What you have to do. The entries below are to be given back exactly, with images excluded.

Material shown.
»»
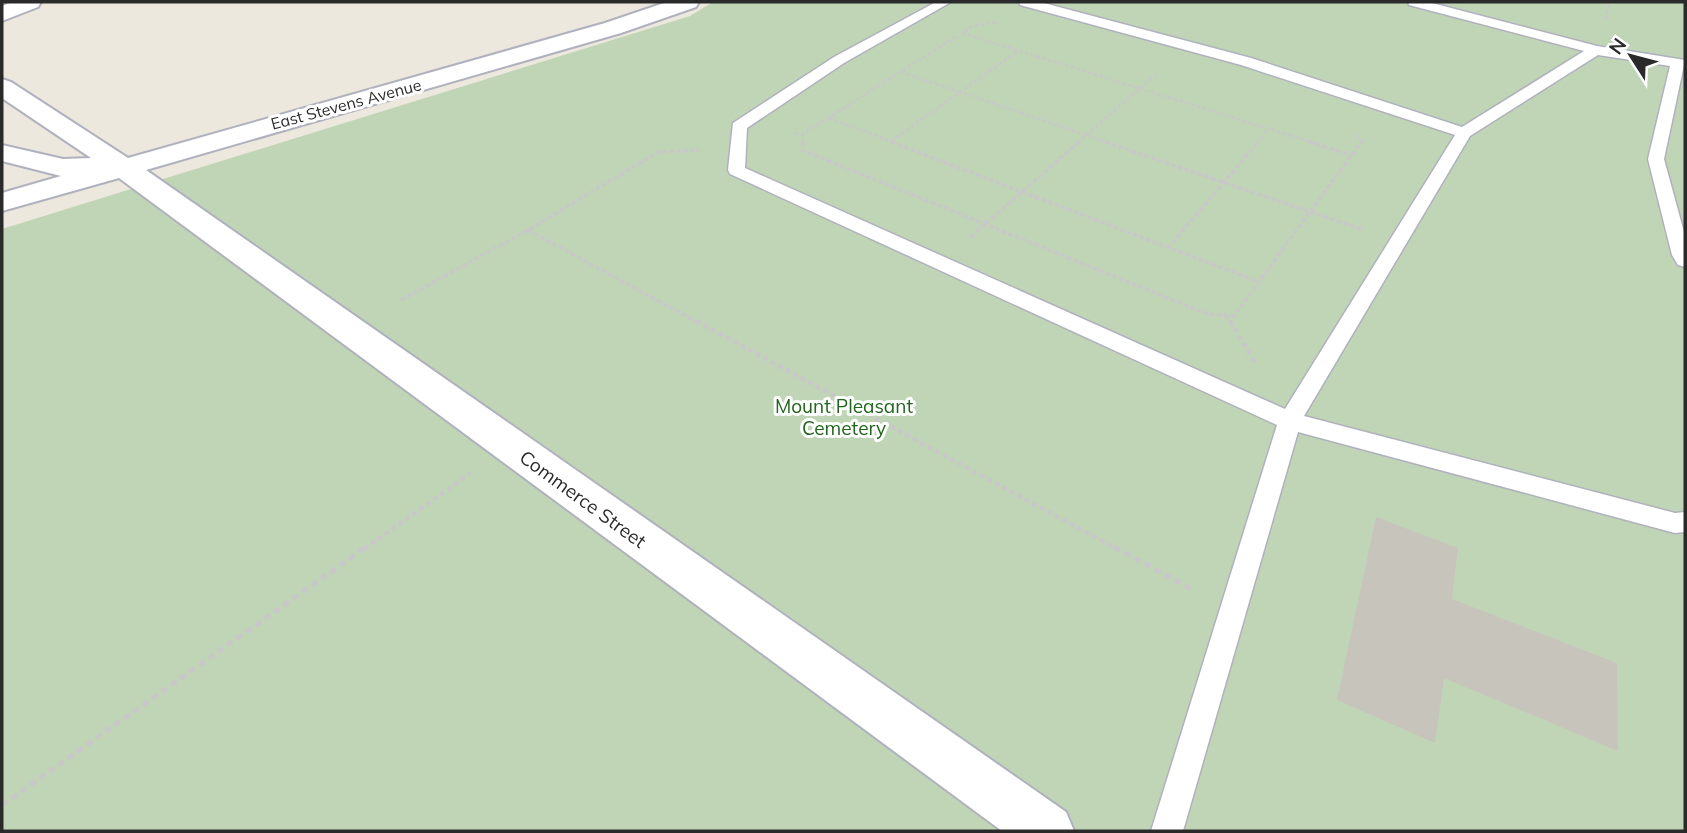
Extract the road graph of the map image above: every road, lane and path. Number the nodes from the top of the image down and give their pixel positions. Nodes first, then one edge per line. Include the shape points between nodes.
1 (30, 2) edge
2 (688, 2) edge
3 (945, 2) edge
4 (1025, 2) edge
5 (1414, 2) edge
6 (2, 15) edge
7 (1001, 22) dead end
8 (962, 33) junction
9 (1018, 50) junction
10 (1596, 50) junction
11 (849, 55) junction
12 (1682, 64) edge
13 (1149, 66) dead end
14 (901, 72) junction
15 (2, 87) edge
16 (1141, 88) junction
17 (960, 92) junction
18 (828, 118) junction
19 (1269, 129) junction
20 (1354, 132) dead end
21 (1464, 133) junction
22 (1087, 135) junction
23 (890, 142) junction
24 (738, 149) junction
25 (2, 153) edge
26 (1352, 155) junction
27 (121, 166) junction
28 (1224, 182) junction
29 (1022, 192) junction
30 (2, 202) edge
31 (1310, 212) junction
32 (985, 224) junction
33 (528, 230) junction
34 (1398, 242) junction
35 (1168, 248) junction
36 (1685, 261) edge
37 (941, 263) junction
38 (1259, 282) junction
39 (401, 300) dead end
40 (1290, 421) junction
41 (509, 446) junction
42 (1685, 523) edge
43 (1232, 611) junction
44 (2, 805) edge
45 (1047, 831) edge
46 (1167, 831) edge

1 - 6 street
2 - 27 street, East Stevens Avenue via 452,75
3 - 11 lane
4 - 21 lane via 1191,44
5 - 10 lane
7 - 8 path via 973,26
8 - 9 path
8 - 14 path
9 - 16 path
9 - 17 path
10 - 12 lane
10 - 21 lane
11 - 14 path
11 - 24 lane via 739,126
12 - 36 lane via 1656,159
13 - 16 path via 1162,70
14 - 17 path
14 - 18 path
15 - 27 street, Commerce Street
16 - 19 path
16 - 22 path
17 - 22 path
17 - 23 path
18 - 23 path
18 - 32 path via 803,134 802,150
19 - 26 path
19 - 28 path
20 - 26 path via 1362,140
21 - 34 lane
22 - 28 path
22 - 29 path
23 - 29 path
24 - 33 path via 658,152
24 - 37 lane via 736,170
25 - 27 street via 63,168
26 - 31 path
27 - 30 street, East Stevens Avenue
27 - 41 street, Commerce Street
28 - 31 path
28 - 35 path
29 - 32 path
29 - 35 path
31 - 34 path
31 - 38 path
32 - 37 path
32 - 38 path via 1207,314 1234,316
33 - 39 path
33 - 43 path
34 - 40 lane
35 - 38 path
37 - 40 lane
40 - 42 lane
40 - 43 lane
41 - 44 path
41 - 45 street, Commerce Street
43 - 46 lane

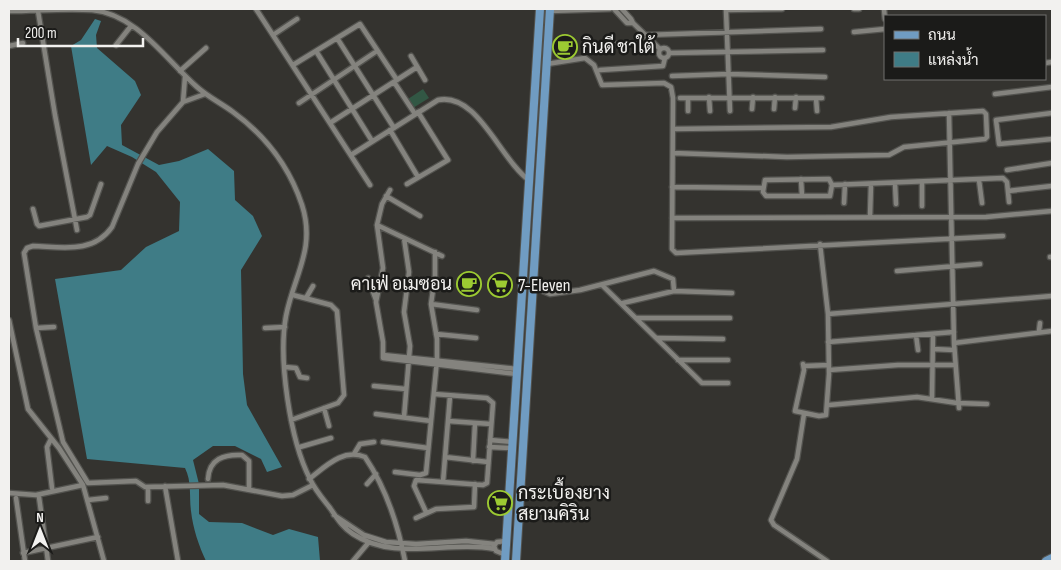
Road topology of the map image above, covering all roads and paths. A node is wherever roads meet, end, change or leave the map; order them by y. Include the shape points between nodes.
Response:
««
Result of the task.
Extract the road graph of the map image above: every road, lane and path. Number the nodes from the top of the image down and give their pixel positions. Nodes first, then one edge per line. Include the shape points between nodes.
1 (30, 2) edge
2 (688, 2) edge
3 (945, 2) edge
4 (1025, 2) edge
5 (1414, 2) edge
6 (2, 15) edge
7 (1001, 22) dead end
8 (962, 33) junction
9 (1018, 50) junction
10 (1596, 50) junction
11 (849, 55) junction
12 (1682, 64) edge
13 (1149, 66) dead end
14 (901, 72) junction
15 (2, 87) edge
16 (1141, 88) junction
17 (960, 92) junction
18 (828, 118) junction
19 (1269, 129) junction
20 (1354, 132) dead end
21 (1464, 133) junction
22 (1087, 135) junction
23 (890, 142) junction
24 (738, 149) junction
25 (2, 153) edge
26 (1352, 155) junction
27 (121, 166) junction
28 (1224, 182) junction
29 (1022, 192) junction
30 (2, 202) edge
31 (1310, 212) junction
32 (985, 224) junction
33 (528, 230) junction
34 (1398, 242) junction
35 (1168, 248) junction
36 (1685, 261) edge
37 (941, 263) junction
38 (1259, 282) junction
39 (401, 300) dead end
40 (1290, 421) junction
41 (509, 446) junction
42 (1685, 523) edge
43 (1232, 611) junction
44 (2, 805) edge
45 (1047, 831) edge
46 (1167, 831) edge

1 - 6 street
2 - 27 street, East Stevens Avenue via 452,75
3 - 11 lane
4 - 21 lane via 1191,44
5 - 10 lane
7 - 8 path via 973,26
8 - 9 path
8 - 14 path
9 - 16 path
9 - 17 path
10 - 12 lane
10 - 21 lane
11 - 14 path
11 - 24 lane via 739,126
12 - 36 lane via 1656,159
13 - 16 path via 1162,70
14 - 17 path
14 - 18 path
15 - 27 street, Commerce Street
16 - 19 path
16 - 22 path
17 - 22 path
17 - 23 path
18 - 23 path
18 - 32 path via 803,134 802,150
19 - 26 path
19 - 28 path
20 - 26 path via 1362,140
21 - 34 lane
22 - 28 path
22 - 29 path
23 - 29 path
24 - 33 path via 658,152
24 - 37 lane via 736,170
25 - 27 street via 63,168
26 - 31 path
27 - 30 street, East Stevens Avenue
27 - 41 street, Commerce Street
28 - 31 path
28 - 35 path
29 - 32 path
29 - 35 path
31 - 34 path
31 - 38 path
32 - 37 path
32 - 38 path via 1207,314 1234,316
33 - 39 path
33 - 43 path
34 - 40 lane
35 - 38 path
37 - 40 lane
40 - 42 lane
40 - 43 lane
41 - 44 path
41 - 45 street, Commerce Street
43 - 46 lane

Road topology of the map image above, covering all roads and paths. A node is wherever roads meet, end, change or leave the map; order them by y. Include the shape points between nodes.
Response:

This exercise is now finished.